BANYUWANGI – Dalam rangka memperingati Hari Ibu, Lembaga Pemasyarakatan (Lapas) Kelas IIA Banyuwangi menggelar kegiatan nonton bareng (nobar) inspiratif bagi warga binaan perempuan, Senin (22/12/2025). Kegiatan ini menjadi bagian dari upaya pembinaan kepribadian sekaligus pemenuhan hak rekreasi warga binaan.
Bertempat di Aula Sahardjo Lapas Banyuwangi, nobar inspiratif tersebut menghadirkan film bertema perjuangan dan kasih sayang seorang ibu, yang sarat dengan pesan moral dan nilai-nilai kemanusiaan. Suasana haru menyelimuti jalannya kegiatan, bahkan beberapa warga binaan tampak tak kuasa menahan air mata saat menyaksikan alur cerita yang menyentuh sisi emosional mereka.
Kepala Lapas Kelas IIA Banyuwangi, I Wayan Nurasta Wibawa, menegaskan bahwa kegiatan nobar ini bukan sekadar hiburan, melainkan bagian dari strategi pembinaan yang berorientasi pada pemulihan mental dan emosional warga binaan.

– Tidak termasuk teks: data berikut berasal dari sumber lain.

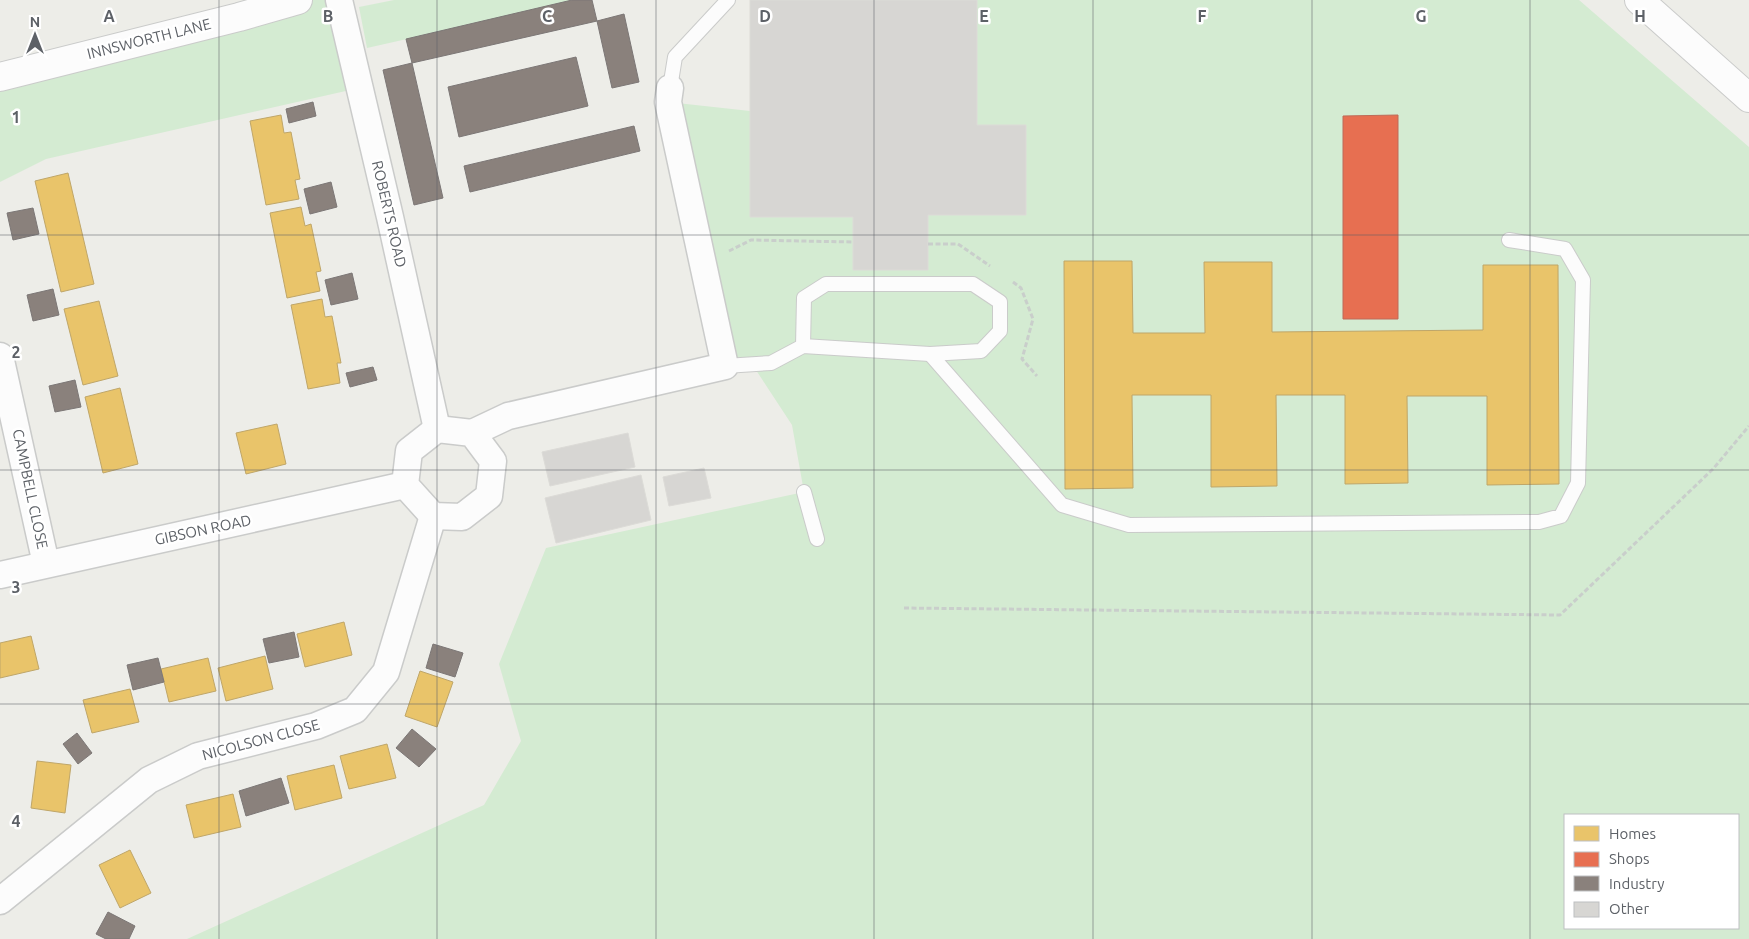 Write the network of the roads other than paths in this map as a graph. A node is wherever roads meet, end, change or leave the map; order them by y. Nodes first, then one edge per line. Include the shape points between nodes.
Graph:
1 (298, 0) edge
2 (339, 0) edge
3 (728, 0) edge
4 (1639, 0) edge
5 (0, 77) edge
6 (670, 88) joint
7 (1749, 98) edge
8 (1509, 240) dead end
9 (803, 346) junction
10 (930, 354) junction
11 (0, 356) edge
12 (725, 366) junction
13 (437, 429) junction
14 (472, 433) junction
15 (405, 485) junction
16 (804, 492) dead end
17 (433, 516) junction
18 (817, 539) dead end
19 (46, 564) junction
20 (0, 575) edge
21 (0, 901) edge

1 - 5 street, INNSWORTH LANE
2 - 13 street, ROBERTS ROAD
3 - 6 lane via 675,58
4 - 7 street
6 - 12 street via 668,102
8 - 10 lane via 1565,249 1583,280 1578,483 1561,516 1539,522 1129,525 1062,505
9 - 10 lane
9 - 10 lane via 804,298 826,284 973,284 1000,302 1000,331 981,351
9 - 12 lane via 771,363
11 - 19 street, CAMPBELL CLOSE
12 - 14 street via 508,416
13 - 14 street
13 - 15 street via 409,451
14 - 17 street via 493,461 489,496 462,517
15 - 17 street
15 - 19 street, GIBSON ROAD
16 - 18 lane
17 - 21 street, NICOLSON CLOSE via 386,672 355,710 316,726 198,756 149,780
19 - 20 street, GIBSON ROAD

“Kami ingin memberikan ruang bagi warga binaan untuk menyegarkan pikiran. Dengan suasana yang tenang dan menghibur, diharapkan tingkat stres dapat berkurang sehingga stabilitas keamanan dan ketertiban di dalam Lapas tetap terjaga,” ujar Wayan.
Lebih lanjut, Wayan menjelaskan bahwa pemilihan film bertema ibu dilakukan secara khusus agar menjadi bahan refleksi mendalam bagi warga binaan perempuan. Melalui visualisasi kasih sayang orang tua yang tulus dan tanpa batas, warga binaan diajak untuk mengingat kembali keluarga dan rumah yang menanti mereka.
“Harapannya, mereka dapat menyadari kesalahan masa lalu yang mungkin telah melukai hati keluarga, terutama ibu. Dari situ tumbuh kesadaran dan motivasi untuk memperbaiki diri demi orang-orang tercinta,” tambahnya.
Menurutnya, pendekatan emosional seperti ini terbukti efektif dalam menumbuhkan kesadaran internal warga binaan untuk mengikuti seluruh program pembinaan, baik pembinaan kemandirian maupun pembinaan kepribadian, dengan lebih bersungguh-sungguh.
“Ketika motivasi muncul dari hati karena ingat keluarga, warga binaan akan lebih kooperatif dan semangat menjalani sisa masa pidananya dengan kegiatan yang positif,” pungkas Wayan.
Salah seorang warga binaan perempuan berinisial SH mengaku sangat tersentuh dengan pemutaran film tersebut. Ia menyampaikan penyesalannya atas perbuatan masa lalu yang membawanya menjalani masa pidana.
“Saya sangat menyesal dan tersadar. Kegiatan ini membuat saya ingin berubah dan menjadi pribadi yang lebih baik ketika bebas nanti,” ungkapnya.
Melalui kegiatan nobar inspiratif ini, Lapas Banyuwangi menegaskan komitmennya untuk menghadirkan pembinaan yang humanis, bermakna, dan berorientasi pada perubahan perilaku positif, sejalan dengan semangat pemasyarakatan yang menempatkan warga binaan sebagai manusia yang memiliki harapan dan masa depan.